HHermesAIDocs

Editorial review

The review queue, the approve / reject flow, and the lifecycle states a draft moves through.

Editorial review is where reviewers — editors-in-chief, managing editors, desk editors with review permission — do the call.

Who can review

Review-capable roles

  • Owner and Admin — can review and approve everything.
  • Member with editorial assignment — can review drafts they own or are routed.
  • Member without editorial assignment — can submit drafts but can't approve.
  • Viewer — read-only, no review actions.

See Roles overview for the full matrix.

Where review happens

Two surfaces:

Editorial board

`/app/editorial` — the queue of drafts in_review across the newsroom.

Review workspace

`/app/editorial/[storyId]` — the per-draft review page.

The review flow

Open the editorial board

Navigate to /app/editorial.
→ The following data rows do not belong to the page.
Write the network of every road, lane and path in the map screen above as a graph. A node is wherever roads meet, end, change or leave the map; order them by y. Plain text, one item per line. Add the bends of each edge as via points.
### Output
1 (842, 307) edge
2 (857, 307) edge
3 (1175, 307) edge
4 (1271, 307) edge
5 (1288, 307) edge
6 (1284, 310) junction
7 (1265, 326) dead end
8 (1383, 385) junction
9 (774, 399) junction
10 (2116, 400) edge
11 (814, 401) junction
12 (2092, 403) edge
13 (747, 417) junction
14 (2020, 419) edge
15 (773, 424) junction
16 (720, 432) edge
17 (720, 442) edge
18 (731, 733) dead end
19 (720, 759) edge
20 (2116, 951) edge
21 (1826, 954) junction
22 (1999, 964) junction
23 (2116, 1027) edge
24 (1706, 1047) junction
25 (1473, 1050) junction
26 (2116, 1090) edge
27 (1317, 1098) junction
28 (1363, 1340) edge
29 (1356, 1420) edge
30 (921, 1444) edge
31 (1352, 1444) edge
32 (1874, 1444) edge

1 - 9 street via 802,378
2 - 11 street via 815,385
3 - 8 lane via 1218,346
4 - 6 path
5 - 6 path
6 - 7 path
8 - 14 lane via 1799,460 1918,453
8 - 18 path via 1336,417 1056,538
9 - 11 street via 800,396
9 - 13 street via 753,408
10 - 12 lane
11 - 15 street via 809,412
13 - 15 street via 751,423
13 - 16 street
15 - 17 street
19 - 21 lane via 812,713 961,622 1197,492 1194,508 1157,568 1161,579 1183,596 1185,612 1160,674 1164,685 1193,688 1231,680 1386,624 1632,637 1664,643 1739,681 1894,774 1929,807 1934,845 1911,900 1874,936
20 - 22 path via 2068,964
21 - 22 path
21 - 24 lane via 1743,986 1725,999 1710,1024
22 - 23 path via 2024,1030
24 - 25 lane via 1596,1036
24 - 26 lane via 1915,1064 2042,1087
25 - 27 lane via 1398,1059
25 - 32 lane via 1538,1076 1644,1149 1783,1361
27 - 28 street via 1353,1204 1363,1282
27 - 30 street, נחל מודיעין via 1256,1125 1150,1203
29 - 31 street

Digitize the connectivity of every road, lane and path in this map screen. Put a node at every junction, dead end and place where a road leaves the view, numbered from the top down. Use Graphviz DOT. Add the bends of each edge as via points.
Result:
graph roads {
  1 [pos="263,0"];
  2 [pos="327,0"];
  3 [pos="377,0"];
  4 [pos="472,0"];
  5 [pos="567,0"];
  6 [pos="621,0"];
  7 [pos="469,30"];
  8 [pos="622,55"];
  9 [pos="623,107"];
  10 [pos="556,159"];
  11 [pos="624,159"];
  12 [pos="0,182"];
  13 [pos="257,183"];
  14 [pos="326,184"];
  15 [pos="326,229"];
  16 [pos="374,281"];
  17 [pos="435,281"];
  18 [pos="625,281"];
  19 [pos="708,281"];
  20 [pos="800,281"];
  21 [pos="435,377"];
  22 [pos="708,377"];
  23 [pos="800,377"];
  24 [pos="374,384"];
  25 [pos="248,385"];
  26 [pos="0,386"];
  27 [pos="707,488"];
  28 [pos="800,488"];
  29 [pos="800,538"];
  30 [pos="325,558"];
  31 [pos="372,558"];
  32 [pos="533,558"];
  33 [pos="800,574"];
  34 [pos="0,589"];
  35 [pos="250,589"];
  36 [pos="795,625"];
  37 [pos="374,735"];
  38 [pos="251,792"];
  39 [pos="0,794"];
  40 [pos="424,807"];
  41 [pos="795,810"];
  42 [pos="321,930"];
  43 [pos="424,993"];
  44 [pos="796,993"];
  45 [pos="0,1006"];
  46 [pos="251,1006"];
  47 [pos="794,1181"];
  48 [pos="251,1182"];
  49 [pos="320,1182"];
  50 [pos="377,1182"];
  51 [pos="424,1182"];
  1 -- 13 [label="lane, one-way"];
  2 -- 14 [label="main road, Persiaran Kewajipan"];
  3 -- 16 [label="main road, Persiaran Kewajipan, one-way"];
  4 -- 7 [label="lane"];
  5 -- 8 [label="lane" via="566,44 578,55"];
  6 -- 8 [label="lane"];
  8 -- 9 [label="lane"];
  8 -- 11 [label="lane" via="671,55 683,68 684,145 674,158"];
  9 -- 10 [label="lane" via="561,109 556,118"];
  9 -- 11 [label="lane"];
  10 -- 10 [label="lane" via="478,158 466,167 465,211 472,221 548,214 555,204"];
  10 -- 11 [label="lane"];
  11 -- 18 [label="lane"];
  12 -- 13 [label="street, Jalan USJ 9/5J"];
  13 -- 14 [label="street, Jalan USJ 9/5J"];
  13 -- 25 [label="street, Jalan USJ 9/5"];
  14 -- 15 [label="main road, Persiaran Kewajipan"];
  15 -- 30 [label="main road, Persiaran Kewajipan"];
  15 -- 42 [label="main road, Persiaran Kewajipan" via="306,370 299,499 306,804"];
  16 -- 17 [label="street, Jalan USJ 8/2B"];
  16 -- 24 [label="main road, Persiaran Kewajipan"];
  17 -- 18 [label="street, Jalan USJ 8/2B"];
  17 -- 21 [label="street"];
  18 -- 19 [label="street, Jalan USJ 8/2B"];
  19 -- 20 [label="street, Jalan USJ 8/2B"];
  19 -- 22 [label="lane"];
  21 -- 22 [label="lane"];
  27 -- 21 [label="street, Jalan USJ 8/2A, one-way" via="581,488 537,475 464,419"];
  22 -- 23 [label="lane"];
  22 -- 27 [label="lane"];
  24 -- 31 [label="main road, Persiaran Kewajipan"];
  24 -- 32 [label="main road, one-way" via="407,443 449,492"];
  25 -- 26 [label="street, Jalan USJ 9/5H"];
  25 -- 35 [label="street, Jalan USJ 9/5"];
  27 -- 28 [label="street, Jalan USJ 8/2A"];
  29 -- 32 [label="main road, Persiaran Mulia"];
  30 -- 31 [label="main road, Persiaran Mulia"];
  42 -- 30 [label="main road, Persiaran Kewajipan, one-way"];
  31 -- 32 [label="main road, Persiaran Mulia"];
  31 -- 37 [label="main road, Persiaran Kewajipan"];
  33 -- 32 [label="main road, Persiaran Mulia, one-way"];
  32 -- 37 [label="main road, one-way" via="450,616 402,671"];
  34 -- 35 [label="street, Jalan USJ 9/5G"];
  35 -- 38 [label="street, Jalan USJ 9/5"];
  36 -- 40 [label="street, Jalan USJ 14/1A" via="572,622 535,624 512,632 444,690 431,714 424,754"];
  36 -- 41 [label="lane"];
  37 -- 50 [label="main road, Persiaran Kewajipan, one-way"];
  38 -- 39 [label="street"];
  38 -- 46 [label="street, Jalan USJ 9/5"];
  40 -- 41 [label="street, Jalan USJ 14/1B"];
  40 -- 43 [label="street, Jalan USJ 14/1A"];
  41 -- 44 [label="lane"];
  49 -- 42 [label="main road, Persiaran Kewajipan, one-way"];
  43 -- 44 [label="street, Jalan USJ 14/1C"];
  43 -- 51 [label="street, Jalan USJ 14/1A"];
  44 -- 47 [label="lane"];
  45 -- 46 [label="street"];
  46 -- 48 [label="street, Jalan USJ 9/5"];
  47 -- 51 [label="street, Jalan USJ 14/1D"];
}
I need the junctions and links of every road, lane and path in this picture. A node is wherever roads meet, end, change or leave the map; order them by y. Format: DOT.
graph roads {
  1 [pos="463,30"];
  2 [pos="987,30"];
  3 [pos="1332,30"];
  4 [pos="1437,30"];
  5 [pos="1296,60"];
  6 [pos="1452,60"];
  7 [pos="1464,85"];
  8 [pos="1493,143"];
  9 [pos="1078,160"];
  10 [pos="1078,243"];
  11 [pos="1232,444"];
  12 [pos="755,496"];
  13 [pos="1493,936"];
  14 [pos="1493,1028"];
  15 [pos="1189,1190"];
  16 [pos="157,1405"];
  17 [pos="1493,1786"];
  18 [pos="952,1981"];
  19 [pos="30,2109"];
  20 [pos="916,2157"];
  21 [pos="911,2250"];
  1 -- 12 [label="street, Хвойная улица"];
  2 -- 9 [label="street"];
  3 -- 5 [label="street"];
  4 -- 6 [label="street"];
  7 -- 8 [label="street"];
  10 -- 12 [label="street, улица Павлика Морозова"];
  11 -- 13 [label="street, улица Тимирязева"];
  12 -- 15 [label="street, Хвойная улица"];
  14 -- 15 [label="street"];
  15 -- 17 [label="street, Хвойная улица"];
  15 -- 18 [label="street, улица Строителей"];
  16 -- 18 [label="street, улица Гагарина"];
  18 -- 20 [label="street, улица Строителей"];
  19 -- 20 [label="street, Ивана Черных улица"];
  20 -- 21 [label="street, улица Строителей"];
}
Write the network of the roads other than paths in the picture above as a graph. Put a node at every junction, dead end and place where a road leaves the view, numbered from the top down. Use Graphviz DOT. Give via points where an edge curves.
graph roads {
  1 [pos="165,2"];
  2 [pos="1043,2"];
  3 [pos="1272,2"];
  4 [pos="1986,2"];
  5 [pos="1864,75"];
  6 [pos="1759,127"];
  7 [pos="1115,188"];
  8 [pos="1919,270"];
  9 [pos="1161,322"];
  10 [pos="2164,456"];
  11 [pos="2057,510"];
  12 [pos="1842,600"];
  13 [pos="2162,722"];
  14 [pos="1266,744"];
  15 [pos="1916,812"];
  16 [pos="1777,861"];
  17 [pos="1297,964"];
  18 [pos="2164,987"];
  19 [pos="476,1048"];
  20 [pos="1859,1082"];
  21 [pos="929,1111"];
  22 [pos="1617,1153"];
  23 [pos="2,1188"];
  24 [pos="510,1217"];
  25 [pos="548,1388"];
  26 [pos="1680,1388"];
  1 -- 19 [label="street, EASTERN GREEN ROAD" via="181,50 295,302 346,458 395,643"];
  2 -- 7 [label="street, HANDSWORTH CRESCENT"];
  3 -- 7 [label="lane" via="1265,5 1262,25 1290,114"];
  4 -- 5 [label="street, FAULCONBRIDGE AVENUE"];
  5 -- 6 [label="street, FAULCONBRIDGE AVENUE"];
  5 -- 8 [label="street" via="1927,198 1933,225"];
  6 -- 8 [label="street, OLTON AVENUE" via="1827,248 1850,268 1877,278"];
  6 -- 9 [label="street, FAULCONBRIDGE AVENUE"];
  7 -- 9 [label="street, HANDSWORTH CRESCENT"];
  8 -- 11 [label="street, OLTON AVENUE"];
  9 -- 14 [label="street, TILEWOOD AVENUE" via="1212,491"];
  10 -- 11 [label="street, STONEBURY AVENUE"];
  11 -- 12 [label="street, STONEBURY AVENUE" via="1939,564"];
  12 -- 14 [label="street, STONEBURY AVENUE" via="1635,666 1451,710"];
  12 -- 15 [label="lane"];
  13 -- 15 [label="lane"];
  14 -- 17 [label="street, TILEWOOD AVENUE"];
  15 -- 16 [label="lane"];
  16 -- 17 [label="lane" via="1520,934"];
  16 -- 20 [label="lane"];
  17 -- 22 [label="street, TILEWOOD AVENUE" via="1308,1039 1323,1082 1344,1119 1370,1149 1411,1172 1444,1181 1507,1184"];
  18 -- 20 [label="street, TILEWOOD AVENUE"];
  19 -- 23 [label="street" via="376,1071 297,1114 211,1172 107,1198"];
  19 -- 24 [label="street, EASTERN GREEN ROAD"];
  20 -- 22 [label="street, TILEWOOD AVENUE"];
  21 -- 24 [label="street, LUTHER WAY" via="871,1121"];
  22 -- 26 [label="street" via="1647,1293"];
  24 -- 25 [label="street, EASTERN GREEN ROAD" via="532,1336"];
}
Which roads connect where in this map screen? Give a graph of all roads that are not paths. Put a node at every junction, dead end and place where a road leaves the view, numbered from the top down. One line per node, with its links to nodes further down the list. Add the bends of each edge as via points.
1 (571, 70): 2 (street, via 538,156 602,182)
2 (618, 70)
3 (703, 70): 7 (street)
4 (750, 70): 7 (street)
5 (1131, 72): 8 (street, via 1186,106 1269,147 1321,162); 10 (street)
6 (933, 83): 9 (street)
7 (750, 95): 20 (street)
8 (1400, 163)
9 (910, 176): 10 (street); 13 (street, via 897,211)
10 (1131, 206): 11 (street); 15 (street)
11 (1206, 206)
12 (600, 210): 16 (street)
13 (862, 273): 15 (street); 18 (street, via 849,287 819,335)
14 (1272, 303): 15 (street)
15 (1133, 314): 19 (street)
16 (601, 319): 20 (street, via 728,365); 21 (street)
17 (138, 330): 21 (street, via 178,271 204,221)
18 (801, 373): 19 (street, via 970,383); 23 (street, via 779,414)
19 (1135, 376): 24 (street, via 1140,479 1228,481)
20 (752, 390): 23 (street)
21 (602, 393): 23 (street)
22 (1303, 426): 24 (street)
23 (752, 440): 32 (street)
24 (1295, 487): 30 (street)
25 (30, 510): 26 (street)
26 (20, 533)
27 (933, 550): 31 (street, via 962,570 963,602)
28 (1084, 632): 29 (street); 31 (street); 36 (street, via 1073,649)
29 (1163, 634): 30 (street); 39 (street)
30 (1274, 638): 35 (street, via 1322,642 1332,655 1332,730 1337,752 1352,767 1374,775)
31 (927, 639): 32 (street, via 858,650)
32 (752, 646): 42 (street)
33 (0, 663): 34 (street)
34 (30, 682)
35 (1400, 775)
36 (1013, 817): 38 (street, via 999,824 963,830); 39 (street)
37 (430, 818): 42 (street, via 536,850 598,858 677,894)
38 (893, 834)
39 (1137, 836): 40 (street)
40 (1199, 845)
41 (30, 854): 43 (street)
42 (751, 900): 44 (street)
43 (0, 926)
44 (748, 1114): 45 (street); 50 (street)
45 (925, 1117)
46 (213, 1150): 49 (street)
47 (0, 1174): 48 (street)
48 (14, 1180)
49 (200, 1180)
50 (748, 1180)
Filter by priority, owner, sensitivity, freshness, or category.

Pick a draft

Click into a draft to open its review workspace. Read the localised article, the source list, the conflict markers, the confidence read.

Inspect provenance

Click any claim to see which source supports it. Sensitive-flagged drafts always show the reasoning for the flag.

Edit if needed

You can edit headline and body inline — useful for tightening a lede or fixing a phrase.

Approve, reject, or annotate

  • Approve moves the draft to published.
  • Reject sends it back to the author with notes.
  • Annotate without state change leaves a comment for the author.

Lifecycle states

Prop

Type

Allowed transitions:

  • draft → in_review (author submits)
  • in_review → published (reviewer approves)
  • in_review → rejected (reviewer rejects)
  • rejected → in_review (author revises and resubmits)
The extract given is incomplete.